Is your business giving you what you want out of life? Is your business growing, maximizing profits and creating free time for you to achieve your personal objectives?
Let's take a cue from author Jim Collins. He states a company can go from "Good to Great" if it determines and understands the interaction of three elements: 1) What it is deeply passionate about, 2) What it can be best at in the world, and 3) What drives its economic engine. Let's focus on what drives your economic engine by determining the best way for you to analyze profits in your business. We want to decide on what is your profit per "x".
Measuring Profit Margins
What key ratio do you use to measure the success of your business? Think about it in terms of the following question: If you could pick one, and only one ratio - profit per x - to systematically increase over time, what "x" factor would have the greatest and most sustainable impact on your economic engine?

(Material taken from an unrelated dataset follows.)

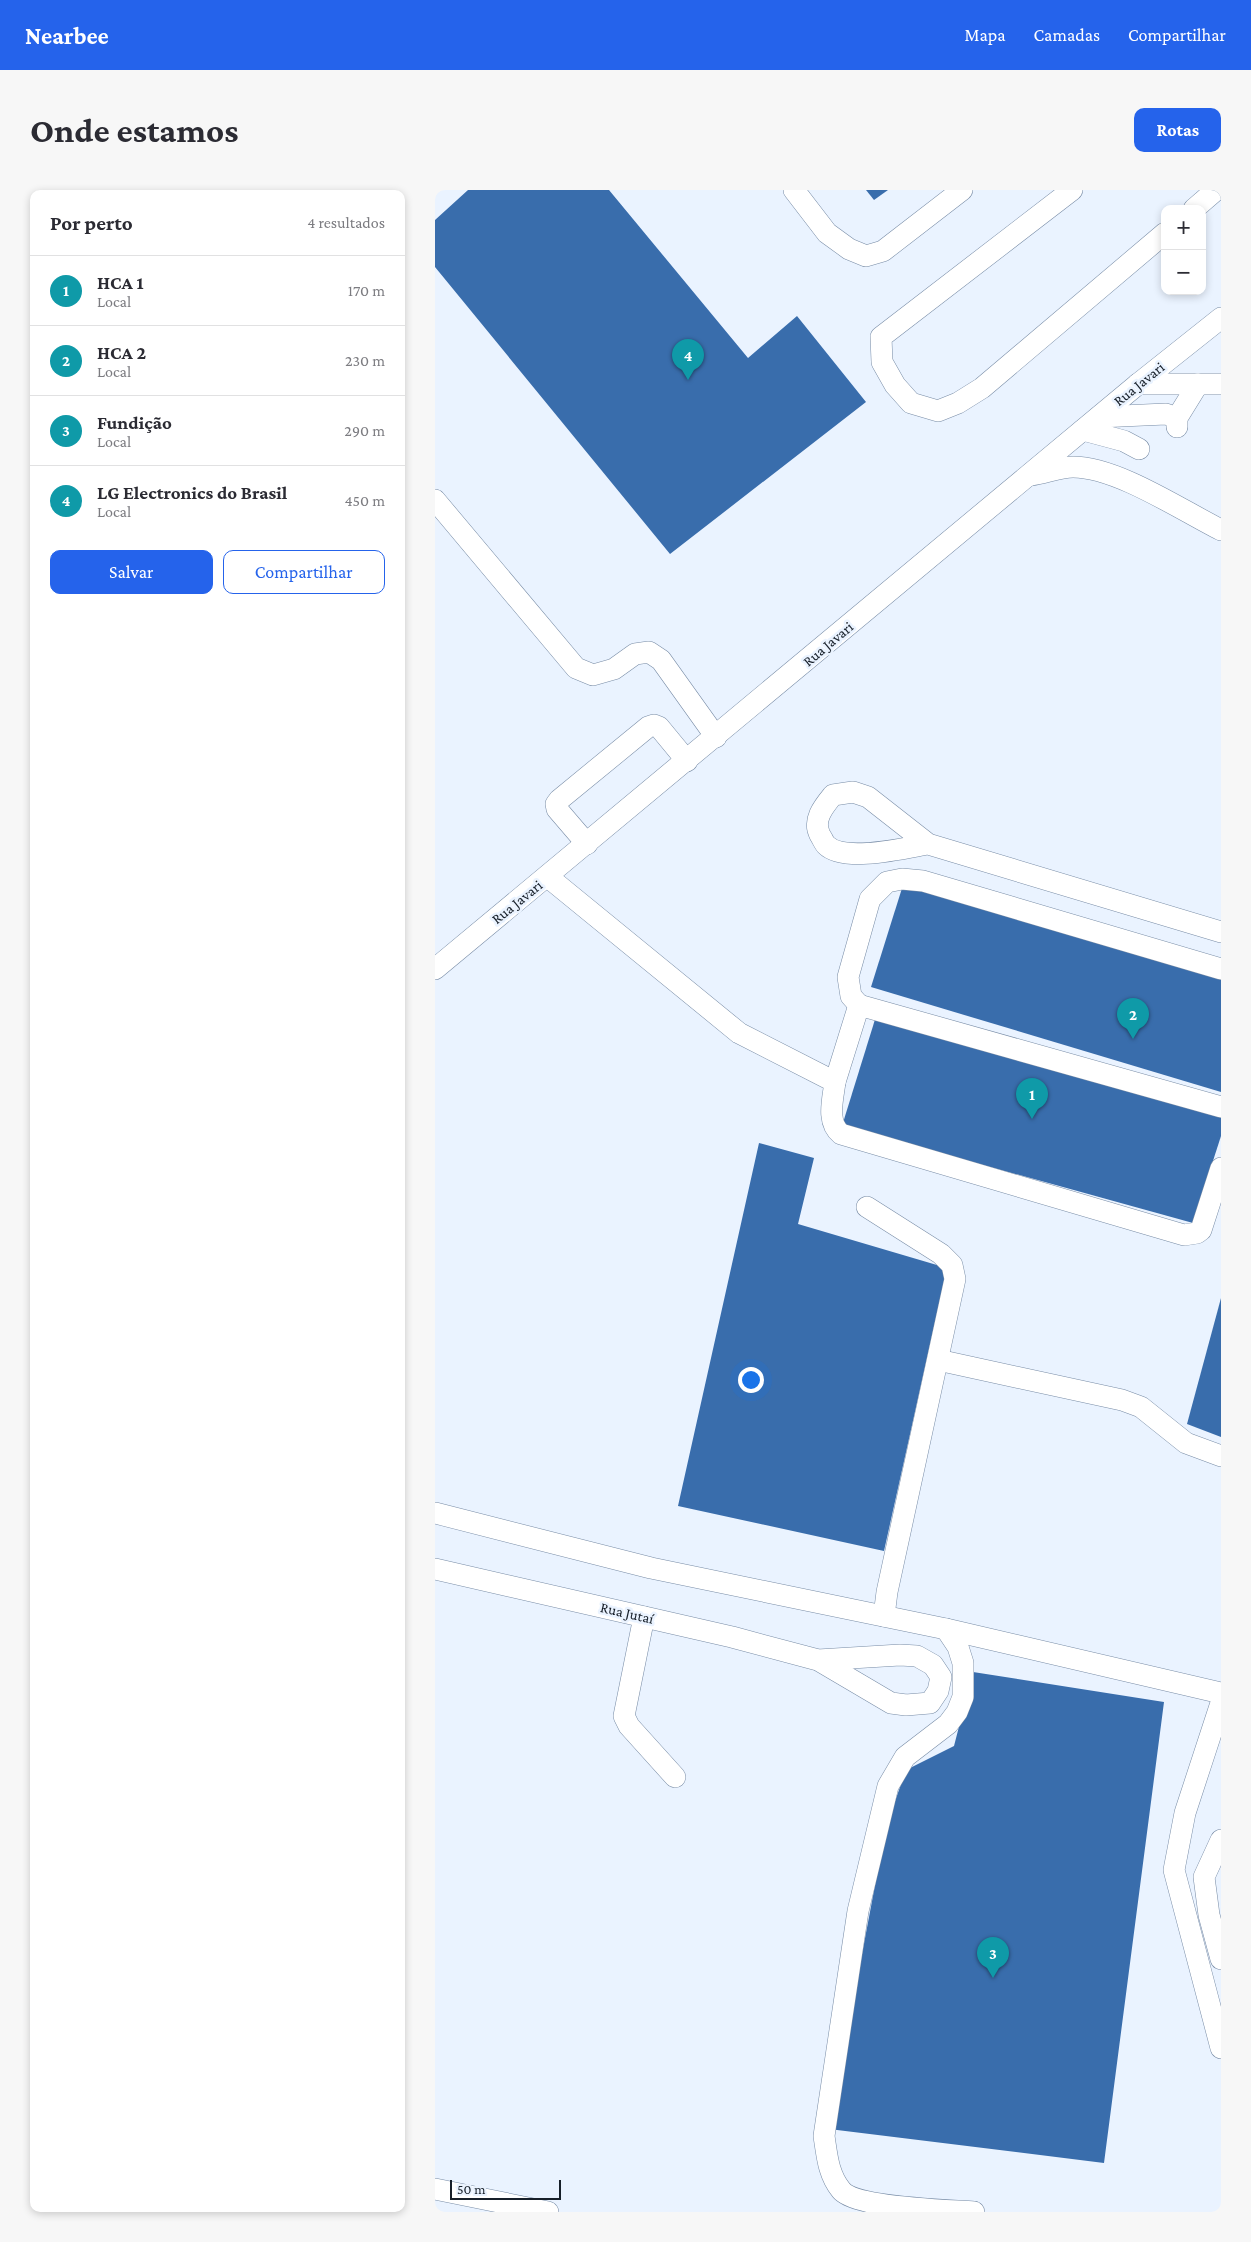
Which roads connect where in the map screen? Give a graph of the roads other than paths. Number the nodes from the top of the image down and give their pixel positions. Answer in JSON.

Let's assume that you conduct your business from one location, and that you measure your success by the amount of profit you make. The next question is, profit per what (x)? Is it profit per customer, per product or service, per employee? Which "x" factor, by focusing on it and improving the ratio over time, would provide the highest and most sustainable economic growth? Let's illustrate with a few examples:
1. Profit per customer
In this instance, you're looking to increase the number of transactions by each customer. You develop strategies to get your customers to come back repeatedly and buy higher-margin products. An example is Gillette. They moved from disposable razors to high-tech razors with disposable click-in razor blades. A subtle shift - but with higher technology products, their repeat transactions become far more profitable than the old disposables. How can you apply this concept to your business?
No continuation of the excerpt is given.